Samsung · Filed Jun 11, 2025 · Published Jul 2, 2026 · verified — real USPTO data

Samsung Patents a LiDAR Chip That Mixes Its Own Laser Light to Sharpen Distance Readings

Samsung is patenting a new way to build LiDAR sensors, where each individual pixel on the sensor chip handles its own laser-mixing trick to measure distance more precisely than a simple light-and-wait approach.

Samsung Patent: Focal Plane Array LiDAR System Explained — figure from US 2026/0186104 A1
FIG. 1A — rendered from the official USPTO publication PDF.
Publication number US 2026/0186104 A1
Applicant SAMSUNG ELECTRONICS CO., LTD.
Filing date Jun 11, 2025
Publication date Jul 2, 2026
Inventors Sunghyun NAM, Joonyong PARK
CPC classification 356/4.01
Grant likelihood Medium
Examiner CENTRAL, DOCKET (Art Unit 3645)
Status Docketed New Case - Ready for Examination (Jul 2, 2025)
Document 20 claims

What Samsung's pixel-level laser mixing actually does

Imagine a bat sending out a sound pulse and listening for the echo. Basic LiDAR works similarly: a laser fires a pulse, and the sensor times how long it takes to bounce back from a nearby object. The problem is that simple timing can miss subtle details, especially at longer ranges or when objects are moving.

Samsung's patent describes a different approach. Instead of just firing and listening, each tiny pixel on the sensor chip keeps a copy of the outgoing laser beam and mixes it with the returning echo.

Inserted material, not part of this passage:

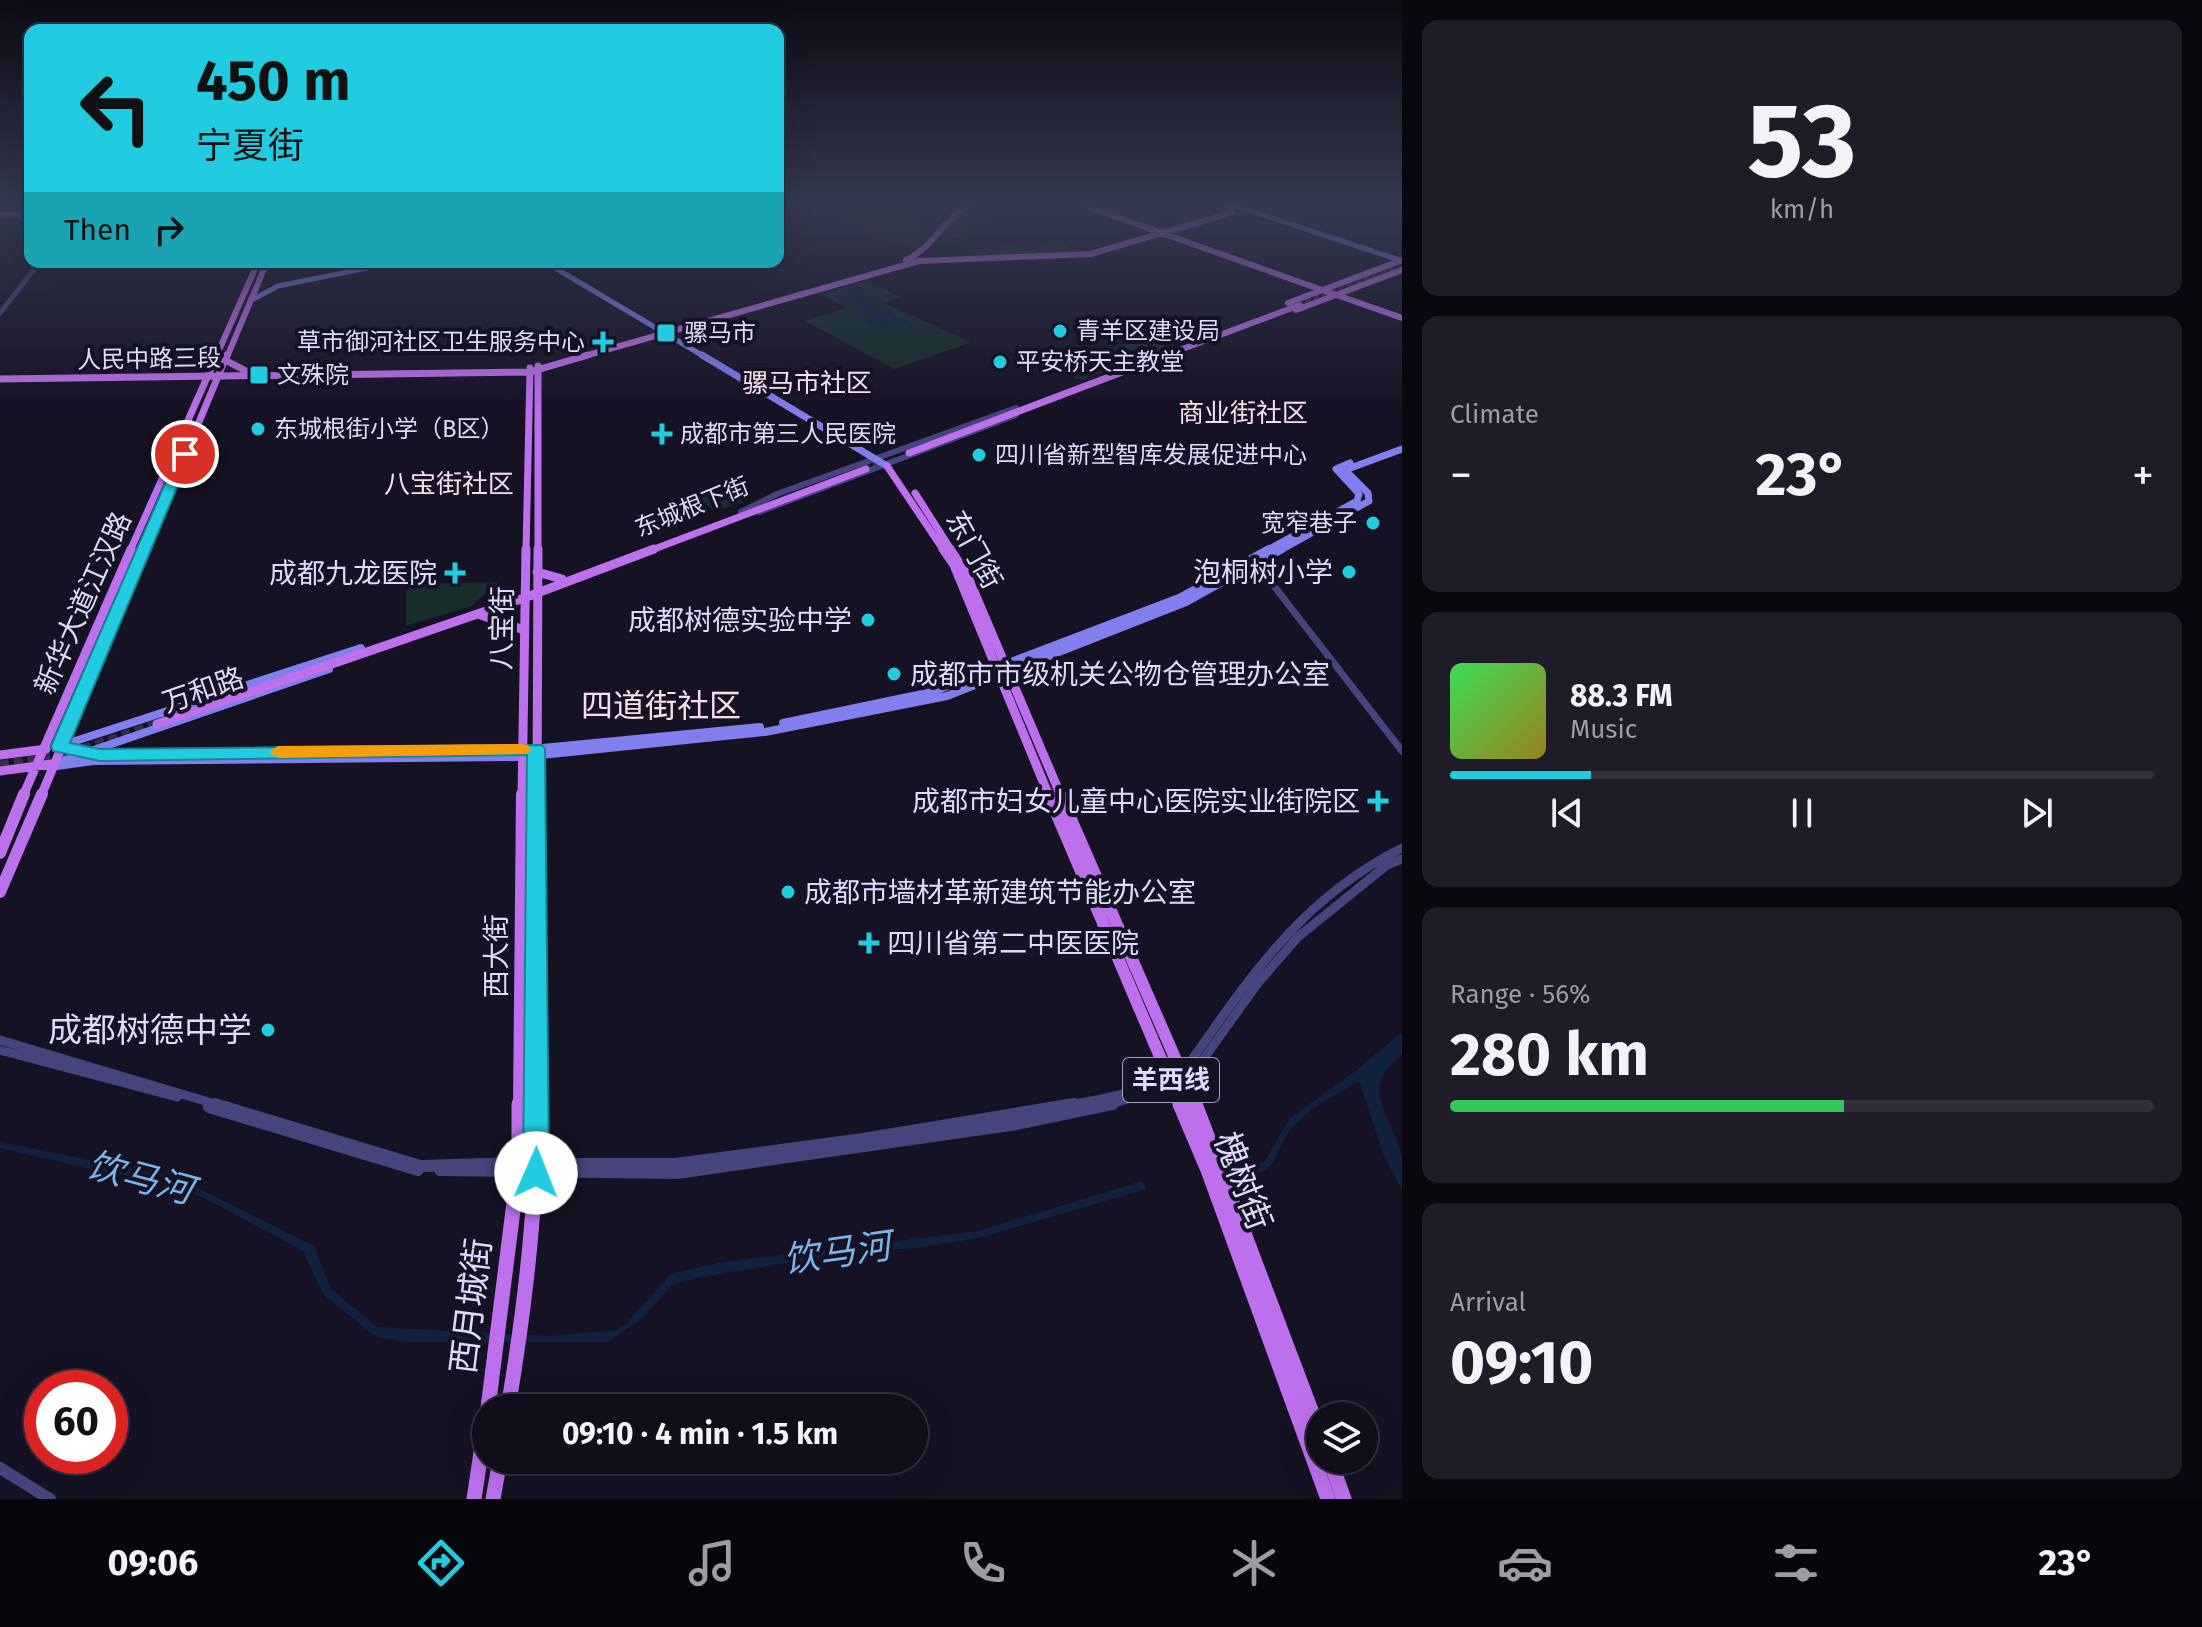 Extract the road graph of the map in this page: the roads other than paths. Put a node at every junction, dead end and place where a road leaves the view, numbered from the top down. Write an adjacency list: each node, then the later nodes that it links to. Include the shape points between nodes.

That mixing process, a technique called coherent detection, produces a much richer signal that can reveal not just distance but also tiny differences in speed or position.

The clever part is that all of this happens inside each pixel independently, without a big central mixing unit. The design routes the copied beam through a miniature waveguide (a microscopic light channel) and recombines it with the echo right at the detector. It's a more compact, chip-friendly way to build the kind of high-precision LiDAR that autonomous vehicles and robotics systems need.

How each pixel splits, routes, and recombines its laser beams

The patent describes a focal plane array (FPA), which is essentially a grid of tiny sensing pixels, each doing the same job. Each pixel contains three main parts:

  • A transmitter with a laser element that fires the outgoing light pulse (the first signal beam).
  • A receiver with a photodetector that captures the return echo (the second signal beam, reflected from a target).
  • An interference light beam controller that manages the mixing process.

The interference controller works in three steps. A splitter sits on the path of the outgoing laser and peels off a small fraction of that beam before it leaves the pixel. A microscopic waveguide (a channel that guides light the way a wire guides electricity) carries that copied fraction to a receiving coupler. When the echo arrives back at the pixel, the receiving coupler combines the echo with the copied beam.

The key geometric detail in the claim is that the outgoing beam and the copied beam travel in different directions inside the pixel. That angled routing keeps the two paths from interfering with each other prematurely, which is what makes the architecture practical at pixel scale.

The result is coherent LiDAR detection, a technique where mixing a known reference signal with the return signal allows the system to extract phase and frequency information, not just arrival time. That translates to finer distance resolution and the ability to detect object velocity.

What this means for self-driving sensors and 3D cameras

LiDAR is a key sensor technology for autonomous vehicles, drones, and industrial robots, and the industry is under constant pressure to shrink sensors onto single chips while keeping accuracy high. Today's coherent LiDAR systems often rely on a centralized optical mixing setup that's hard to scale. By pushing the mixing logic into each individual pixel, Samsung's design could allow much denser sensor arrays without a proportional increase in chip complexity.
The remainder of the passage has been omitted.